Maybe I should have been pleased with the A1c of 7.8. It’s not so far from his best ever.
Neh. Not so much. I accepted the news apathetically, as if just informed by the waitress that they didn’t have Coke, just Pepsi.
Whatever.
For the amount of work that goes into managing this damn disease, 7.8 just doesn’t cut it for me. We/he deserve better.
We returned to CHOP to review the data from the first few weeks of continuous glucose monitoring. On the computer monitor, we could see the moments in which the jagged blue line (indicating the sensor) seemingly fell off the screen and disappeared.
"Ah, that was when Charlie decided he needed a break from it."
"Oh, that’s when the sensor came out."
"Ah, yes, that was the bloody one."
Though when targeting a five-day period in which Charlie was wearing the sensor, things actually looked really good. A steady line during the overnight in the area of 120-130 and then intermittent spikes like a shark’s tooth after every meal. His blood sugar tended to plateau in the high 200s to low 300s after breakfast and then came back into range about two and-a-half hours later. It was a very cool thing to see a play-by-play of Charlie’s blood sugar in this way.
"Well, he’s clearly responding to the insulin," the CGM instructor said.
"And his overnights look beautiful!"
Or so it would seem.
I told her about the many potential lows that don’t exactly show up on the graph because we head them off before it becomes a problem.
Like many before her, she said that we shouldn’t have to do that.

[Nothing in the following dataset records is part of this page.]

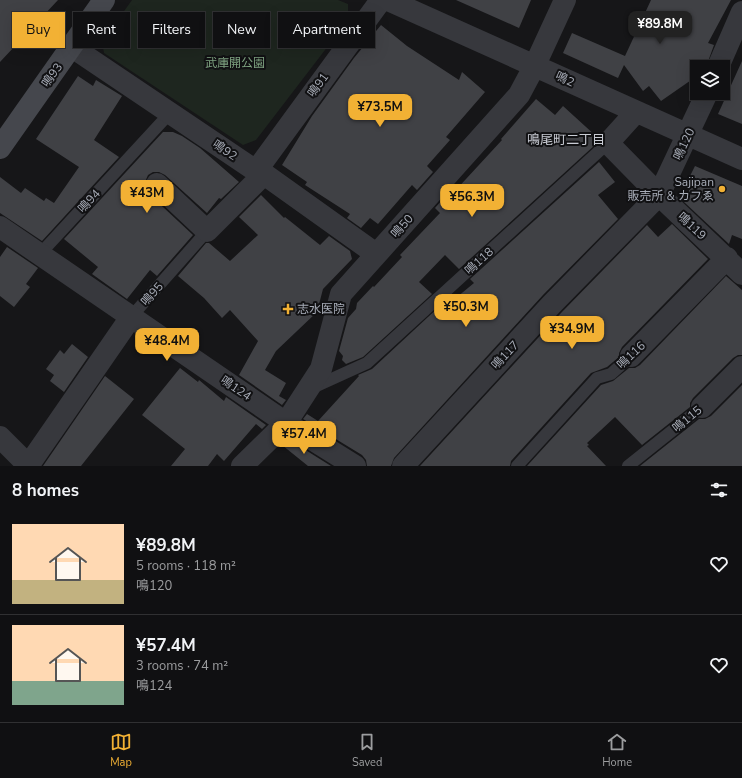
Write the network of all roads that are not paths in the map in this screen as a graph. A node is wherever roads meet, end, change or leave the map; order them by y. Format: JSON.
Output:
{"nodes":[{"id":1,"x":104,"y":0,"type":"edge"},
{"id":2,"x":381,"y":0,"type":"edge"},
{"id":3,"x":388,"y":0,"type":"edge"},
{"id":4,"x":565,"y":0,"type":"edge"},
{"id":5,"x":742,"y":12,"type":"edge"},
{"id":6,"x":72,"y":47,"type":"junction"},
{"id":7,"x":721,"y":60,"type":"edge"},
{"id":8,"x":535,"y":65,"type":"junction"},
{"id":9,"x":704,"y":100,"type":"edge"},
{"id":10,"x":636,"y":112,"type":"junction"},
{"id":11,"x":170,"y":113,"type":"junction"},
{"id":12,"x":688,"y":135,"type":"junction"},
{"id":13,"x":608,"y":143,"type":"junction"},
{"id":14,"x":0,"y":148,"type":"edge"},
{"id":15,"x":742,"y":159,"type":"edge"},
{"id":16,"x":260,"y":173,"type":"junction"},
{"id":17,"x":157,"y":184,"type":"dead end"},
{"id":18,"x":659,"y":195,"type":"junction"},
{"id":19,"x":0,"y":227,"type":"edge"},
{"id":20,"x":208,"y":231,"type":"junction"},
{"id":21,"x":40,"y":254,"type":"junction"},
{"id":22,"x":376,"y":254,"type":"junction"},
{"id":23,"x":727,"y":258,"type":"junction"},
{"id":24,"x":742,"y":274,"type":"edge"},
{"id":25,"x":131,"y":316,"type":"junction"},
{"id":26,"x":631,"y":356,"type":"joint"},
{"id":27,"x":742,"y":367,"type":"edge"},
{"id":28,"x":308,"y":390,"type":"junction"},
{"id":29,"x":702,"y":407,"type":"joint"},
{"id":30,"x":286,"y":423,"type":"junction"},
{"id":31,"x":3,"y":446,"type":"edge"},
{"id":32,"x":28,"y":466,"type":"edge"},
{"id":33,"x":242,"y":466,"type":"edge"},
{"id":34,"x":356,"y":466,"type":"edge"},
{"id":35,"x":403,"y":466,"type":"edge"},
{"id":36,"x":517,"y":466,"type":"edge"},
{"id":37,"x":628,"y":466,"type":"edge"}],
"edges":[{"from":1,"to":6,"type":"street","name":"鳴93"},
{"from":2,"to":16,"type":"street","name":"鳴91"},
{"from":3,"to":8,"type":"street","name":"鳴2"},
{"from":4,"to":8,"type":"street","name":"鳴50"},
{"from":5,"to":7,"type":"street"},
{"from":6,"to":11,"type":"street","name":"鳴92"},
{"from":6,"to":14,"type":"street","name":"鳴93"},
{"from":8,"to":10,"type":"street","name":"鳴2"},
{"from":8,"to":22,"type":"street","name":"鳴50"},
{"from":9,"to":12,"type":"street","name":"鳴120"},
{"from":10,"to":12,"type":"street","name":"鳴2"},
{"from":10,"to":13,"type":"street","name":"鳴118"},
{"from":11,"to":16,"type":"street","name":"鳴92"},
{"from":11,"to":21,"type":"lane","name":"鳴94"},
{"from":12,"to":15,"type":"street","name":"鳴2"},
{"from":12,"to":18,"type":"street","name":"鳴120"},
{"from":13,"to":18,"type":"street","name":"鳴119"},
{"from":13,"to":28,"type":"lane","name":"鳴118"},
{"from":16,"to":20,"type":"street","name":"鳴95"},
{"from":16,"to":22,"type":"street","name":"鳴92"},
{"from":17,"to":20,"type":"street"},
{"from":18,"to":23,"type":"street","name":"鳴119"},
{"from":18,"to":35,"type":"street","name":"鳴117"},
{"from":19,"to":21,"type":"street","name":"鳴124"},
{"from":20,"to":25,"type":"lane","name":"鳴95"},
{"from":21,"to":25,"type":"street","name":"鳴124"},
{"from":22,"to":28,"type":"street","name":"鳴50"},
{"from":23,"to":24,"type":"street","name":"鳴119"},
{"from":23,"to":26,"type":"street","name":"鳴116"},
{"from":25,"to":30,"type":"street","name":"鳴124"},
{"from":25,"to":32,"type":"street","name":"鳴95"},
{"from":26,"to":36,"type":"lane","name":"鳴116"},
{"from":27,"to":29,"type":"street","name":"鳴115"},
{"from":28,"to":30,"type":"street","name":"鳴50"},
{"from":29,"to":37,"type":"lane","name":"鳴115"},
{"from":30,"to":33,"type":"street","name":"鳴50"},
{"from":30,"to":34,"type":"street","name":"鳴124"},
{"from":31,"to":32,"type":"street"}]}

"It’s like we’re constantly juggling balloons and not letting them hit the ground," I said.
We looked at the trends together and she said, "what do you think we should do?"
She said it not in a "I’m testing you" sort of way, but instead like I was her medical professional peer and she really wanted to know what my thoughts were on how to proceed. For a moment, I felt like a doctor.
"I wouldn’t change the overnights one bit," I said. "I think we need to see how the rest of the day looks when there’s no carbs or bolus insulin at play. We should do some basal testing to see where we’re at," I continued.
She agreed.
If I had a pen, I would have loved to scribble some incomprehensible words on a prescription sheet and hand it to Charlie.
Now if I can only get that doctor’s salary.